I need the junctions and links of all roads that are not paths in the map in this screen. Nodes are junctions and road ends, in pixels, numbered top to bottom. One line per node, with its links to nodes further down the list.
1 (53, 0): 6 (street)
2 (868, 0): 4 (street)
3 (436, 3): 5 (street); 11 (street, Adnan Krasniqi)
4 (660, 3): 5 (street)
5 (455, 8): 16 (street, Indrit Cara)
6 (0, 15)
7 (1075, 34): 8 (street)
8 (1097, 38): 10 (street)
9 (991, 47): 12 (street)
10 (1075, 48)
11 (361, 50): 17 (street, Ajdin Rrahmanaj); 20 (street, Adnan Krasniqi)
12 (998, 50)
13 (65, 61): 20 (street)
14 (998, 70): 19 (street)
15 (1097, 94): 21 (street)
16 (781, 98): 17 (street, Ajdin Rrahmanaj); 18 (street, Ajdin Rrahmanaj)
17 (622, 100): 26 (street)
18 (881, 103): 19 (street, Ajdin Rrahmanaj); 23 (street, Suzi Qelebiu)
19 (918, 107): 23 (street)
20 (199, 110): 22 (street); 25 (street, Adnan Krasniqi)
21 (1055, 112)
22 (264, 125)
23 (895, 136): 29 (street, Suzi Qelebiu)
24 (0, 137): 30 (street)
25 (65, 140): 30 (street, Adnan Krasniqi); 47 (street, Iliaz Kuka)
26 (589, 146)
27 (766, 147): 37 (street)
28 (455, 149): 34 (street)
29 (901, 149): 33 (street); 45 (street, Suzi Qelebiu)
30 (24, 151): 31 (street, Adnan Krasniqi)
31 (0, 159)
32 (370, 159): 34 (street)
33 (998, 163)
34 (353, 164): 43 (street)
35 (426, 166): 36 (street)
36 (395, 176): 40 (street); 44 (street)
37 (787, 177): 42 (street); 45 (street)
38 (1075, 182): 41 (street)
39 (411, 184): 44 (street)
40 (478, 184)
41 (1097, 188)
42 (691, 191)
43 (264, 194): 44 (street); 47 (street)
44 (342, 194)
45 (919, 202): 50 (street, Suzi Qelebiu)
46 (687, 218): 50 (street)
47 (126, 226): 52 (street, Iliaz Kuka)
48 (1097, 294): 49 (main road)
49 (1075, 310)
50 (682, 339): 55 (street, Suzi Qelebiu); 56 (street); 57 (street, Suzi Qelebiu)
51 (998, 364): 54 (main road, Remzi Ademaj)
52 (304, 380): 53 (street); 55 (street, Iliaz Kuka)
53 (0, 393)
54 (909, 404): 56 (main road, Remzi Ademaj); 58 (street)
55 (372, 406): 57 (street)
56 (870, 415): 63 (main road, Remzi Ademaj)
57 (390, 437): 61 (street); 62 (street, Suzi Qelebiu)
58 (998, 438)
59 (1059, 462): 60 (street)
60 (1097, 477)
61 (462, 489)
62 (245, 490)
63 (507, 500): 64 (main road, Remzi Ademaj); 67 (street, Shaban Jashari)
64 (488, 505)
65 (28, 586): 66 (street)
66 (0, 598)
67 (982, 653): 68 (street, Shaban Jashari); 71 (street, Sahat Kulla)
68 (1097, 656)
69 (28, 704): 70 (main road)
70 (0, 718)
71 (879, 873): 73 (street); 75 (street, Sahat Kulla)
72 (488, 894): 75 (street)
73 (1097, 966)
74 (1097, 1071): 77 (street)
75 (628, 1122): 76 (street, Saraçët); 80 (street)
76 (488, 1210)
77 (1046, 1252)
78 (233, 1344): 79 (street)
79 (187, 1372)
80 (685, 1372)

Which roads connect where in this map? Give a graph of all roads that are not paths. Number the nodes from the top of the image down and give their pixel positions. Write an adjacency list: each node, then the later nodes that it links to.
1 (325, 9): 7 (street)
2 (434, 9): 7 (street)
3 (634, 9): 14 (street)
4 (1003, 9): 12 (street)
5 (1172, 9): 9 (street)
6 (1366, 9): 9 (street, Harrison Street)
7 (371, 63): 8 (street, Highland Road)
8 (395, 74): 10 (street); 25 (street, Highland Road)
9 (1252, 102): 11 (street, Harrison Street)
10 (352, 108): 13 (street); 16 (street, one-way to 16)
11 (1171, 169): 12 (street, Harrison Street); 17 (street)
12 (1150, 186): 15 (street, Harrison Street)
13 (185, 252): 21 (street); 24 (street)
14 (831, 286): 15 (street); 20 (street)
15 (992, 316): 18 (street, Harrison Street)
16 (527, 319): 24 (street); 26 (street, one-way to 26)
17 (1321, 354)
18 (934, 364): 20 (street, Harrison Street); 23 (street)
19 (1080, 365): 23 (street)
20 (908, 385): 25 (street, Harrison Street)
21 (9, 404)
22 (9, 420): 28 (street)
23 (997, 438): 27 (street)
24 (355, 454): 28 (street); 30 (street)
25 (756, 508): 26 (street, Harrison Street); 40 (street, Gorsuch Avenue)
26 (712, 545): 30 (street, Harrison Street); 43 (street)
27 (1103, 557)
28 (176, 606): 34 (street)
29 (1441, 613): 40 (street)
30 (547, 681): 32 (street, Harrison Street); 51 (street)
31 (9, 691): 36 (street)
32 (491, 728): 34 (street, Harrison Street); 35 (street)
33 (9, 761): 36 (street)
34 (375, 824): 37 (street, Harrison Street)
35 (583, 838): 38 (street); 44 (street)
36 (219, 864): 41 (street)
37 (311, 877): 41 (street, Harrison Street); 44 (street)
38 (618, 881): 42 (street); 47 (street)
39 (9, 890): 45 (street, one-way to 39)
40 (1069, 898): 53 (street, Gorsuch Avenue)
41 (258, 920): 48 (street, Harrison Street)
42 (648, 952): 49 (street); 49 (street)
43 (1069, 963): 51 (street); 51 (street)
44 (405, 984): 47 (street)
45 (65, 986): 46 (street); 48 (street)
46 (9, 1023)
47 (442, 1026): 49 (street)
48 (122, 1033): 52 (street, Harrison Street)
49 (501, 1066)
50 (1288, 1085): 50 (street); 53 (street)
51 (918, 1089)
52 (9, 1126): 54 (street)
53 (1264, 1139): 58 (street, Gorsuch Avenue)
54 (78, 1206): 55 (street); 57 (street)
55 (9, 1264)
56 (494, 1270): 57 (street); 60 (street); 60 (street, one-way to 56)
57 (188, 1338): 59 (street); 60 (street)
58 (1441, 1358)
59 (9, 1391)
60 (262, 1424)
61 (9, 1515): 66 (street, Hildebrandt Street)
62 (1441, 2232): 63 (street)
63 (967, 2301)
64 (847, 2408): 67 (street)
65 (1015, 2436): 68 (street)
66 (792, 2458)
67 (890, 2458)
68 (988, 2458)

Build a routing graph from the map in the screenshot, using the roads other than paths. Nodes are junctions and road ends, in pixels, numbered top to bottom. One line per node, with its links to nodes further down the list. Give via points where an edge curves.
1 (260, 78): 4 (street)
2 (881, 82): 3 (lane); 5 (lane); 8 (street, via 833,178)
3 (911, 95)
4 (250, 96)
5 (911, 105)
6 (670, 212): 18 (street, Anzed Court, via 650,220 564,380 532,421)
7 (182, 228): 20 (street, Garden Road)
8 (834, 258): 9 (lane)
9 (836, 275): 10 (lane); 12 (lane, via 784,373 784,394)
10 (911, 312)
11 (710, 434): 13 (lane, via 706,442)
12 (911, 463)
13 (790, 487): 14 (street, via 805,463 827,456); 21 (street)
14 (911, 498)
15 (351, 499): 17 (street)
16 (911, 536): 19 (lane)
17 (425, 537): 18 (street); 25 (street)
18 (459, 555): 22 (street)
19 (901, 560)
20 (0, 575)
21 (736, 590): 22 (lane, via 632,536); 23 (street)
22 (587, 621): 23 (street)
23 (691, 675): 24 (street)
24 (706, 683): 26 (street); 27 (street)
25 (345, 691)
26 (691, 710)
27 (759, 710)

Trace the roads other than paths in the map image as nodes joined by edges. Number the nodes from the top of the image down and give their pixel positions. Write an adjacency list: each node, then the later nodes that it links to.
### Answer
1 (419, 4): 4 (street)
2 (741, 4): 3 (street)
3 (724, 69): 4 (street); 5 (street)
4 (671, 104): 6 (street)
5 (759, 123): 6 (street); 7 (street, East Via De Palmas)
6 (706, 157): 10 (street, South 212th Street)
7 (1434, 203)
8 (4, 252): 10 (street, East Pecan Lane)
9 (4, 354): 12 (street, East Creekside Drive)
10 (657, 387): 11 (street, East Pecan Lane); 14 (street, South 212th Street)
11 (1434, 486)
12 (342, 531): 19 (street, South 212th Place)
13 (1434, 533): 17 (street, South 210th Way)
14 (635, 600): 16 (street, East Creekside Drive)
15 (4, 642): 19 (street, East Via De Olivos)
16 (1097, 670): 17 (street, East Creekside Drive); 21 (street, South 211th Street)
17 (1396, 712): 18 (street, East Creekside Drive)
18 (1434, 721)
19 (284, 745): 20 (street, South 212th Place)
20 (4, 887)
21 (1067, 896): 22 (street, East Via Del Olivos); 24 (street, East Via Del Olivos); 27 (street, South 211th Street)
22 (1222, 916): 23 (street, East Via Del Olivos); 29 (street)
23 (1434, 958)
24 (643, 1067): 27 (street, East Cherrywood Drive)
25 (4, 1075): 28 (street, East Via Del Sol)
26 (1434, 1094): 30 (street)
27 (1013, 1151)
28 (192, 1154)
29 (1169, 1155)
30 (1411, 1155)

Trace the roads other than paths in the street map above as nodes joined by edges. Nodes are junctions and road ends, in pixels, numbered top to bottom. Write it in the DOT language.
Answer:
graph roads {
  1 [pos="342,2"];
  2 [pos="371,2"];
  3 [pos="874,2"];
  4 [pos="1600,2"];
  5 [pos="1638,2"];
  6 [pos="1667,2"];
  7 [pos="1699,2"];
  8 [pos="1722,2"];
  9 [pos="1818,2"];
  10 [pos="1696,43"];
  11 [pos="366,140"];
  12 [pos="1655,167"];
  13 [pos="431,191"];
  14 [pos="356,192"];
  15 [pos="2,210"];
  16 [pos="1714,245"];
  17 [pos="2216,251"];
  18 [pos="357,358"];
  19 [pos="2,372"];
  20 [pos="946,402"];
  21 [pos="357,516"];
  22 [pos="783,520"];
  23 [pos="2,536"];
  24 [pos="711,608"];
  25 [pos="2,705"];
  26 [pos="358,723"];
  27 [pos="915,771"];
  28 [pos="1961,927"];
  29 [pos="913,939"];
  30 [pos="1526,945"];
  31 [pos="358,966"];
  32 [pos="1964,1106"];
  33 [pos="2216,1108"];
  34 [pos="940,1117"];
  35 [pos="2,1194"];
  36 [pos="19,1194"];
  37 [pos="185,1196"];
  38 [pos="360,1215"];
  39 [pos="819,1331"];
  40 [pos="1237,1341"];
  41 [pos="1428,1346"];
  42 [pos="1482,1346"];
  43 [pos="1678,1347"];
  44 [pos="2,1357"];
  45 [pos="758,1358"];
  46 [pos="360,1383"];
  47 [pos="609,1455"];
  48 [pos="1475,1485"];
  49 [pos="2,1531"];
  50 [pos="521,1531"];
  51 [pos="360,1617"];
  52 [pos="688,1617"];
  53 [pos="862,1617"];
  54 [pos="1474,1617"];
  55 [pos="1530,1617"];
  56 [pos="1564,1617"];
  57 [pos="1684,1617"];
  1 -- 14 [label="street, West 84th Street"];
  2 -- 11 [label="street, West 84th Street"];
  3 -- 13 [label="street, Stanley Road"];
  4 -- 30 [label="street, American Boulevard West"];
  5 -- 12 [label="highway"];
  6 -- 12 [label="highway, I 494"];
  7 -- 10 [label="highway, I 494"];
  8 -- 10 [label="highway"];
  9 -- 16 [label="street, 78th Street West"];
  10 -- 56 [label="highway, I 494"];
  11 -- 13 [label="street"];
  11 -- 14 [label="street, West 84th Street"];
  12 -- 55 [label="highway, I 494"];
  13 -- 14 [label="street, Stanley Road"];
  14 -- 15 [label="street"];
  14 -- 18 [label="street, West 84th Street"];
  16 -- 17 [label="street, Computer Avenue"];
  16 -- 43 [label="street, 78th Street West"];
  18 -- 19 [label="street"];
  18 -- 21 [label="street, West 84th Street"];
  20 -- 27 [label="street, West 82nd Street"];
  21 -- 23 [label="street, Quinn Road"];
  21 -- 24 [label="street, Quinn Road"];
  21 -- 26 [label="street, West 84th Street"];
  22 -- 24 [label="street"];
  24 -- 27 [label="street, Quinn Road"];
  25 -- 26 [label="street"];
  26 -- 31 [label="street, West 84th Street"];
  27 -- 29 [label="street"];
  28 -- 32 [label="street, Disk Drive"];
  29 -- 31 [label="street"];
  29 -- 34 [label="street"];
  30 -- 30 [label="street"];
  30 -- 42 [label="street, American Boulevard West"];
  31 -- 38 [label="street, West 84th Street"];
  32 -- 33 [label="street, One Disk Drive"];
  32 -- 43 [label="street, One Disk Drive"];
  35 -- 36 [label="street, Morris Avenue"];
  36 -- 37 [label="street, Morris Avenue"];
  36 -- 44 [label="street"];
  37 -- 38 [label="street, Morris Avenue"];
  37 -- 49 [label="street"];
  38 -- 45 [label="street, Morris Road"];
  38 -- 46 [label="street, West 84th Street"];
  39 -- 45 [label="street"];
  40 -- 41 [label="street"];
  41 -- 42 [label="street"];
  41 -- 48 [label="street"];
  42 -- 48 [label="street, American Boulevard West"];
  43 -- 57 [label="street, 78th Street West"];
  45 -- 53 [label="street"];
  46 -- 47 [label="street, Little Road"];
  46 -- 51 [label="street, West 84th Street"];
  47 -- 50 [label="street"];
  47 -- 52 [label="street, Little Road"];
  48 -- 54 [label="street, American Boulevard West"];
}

┄┄┄┄┄┄┄┄┄┄┄┄┄┄┄┄┄┄┄┄

> BRIEF
Copy every line of the data above in which the string "Rrahmanaj" appears.

> COMPLETED TASK
11 (361, 50): 17 (street, Ajdin Rrahmanaj); 20 (street, Adnan Krasniqi)
16 (781, 98): 17 (street, Ajdin Rrahmanaj); 18 (street, Ajdin Rrahmanaj)
18 (881, 103): 19 (street, Ajdin Rrahmanaj); 23 (street, Suzi Qelebiu)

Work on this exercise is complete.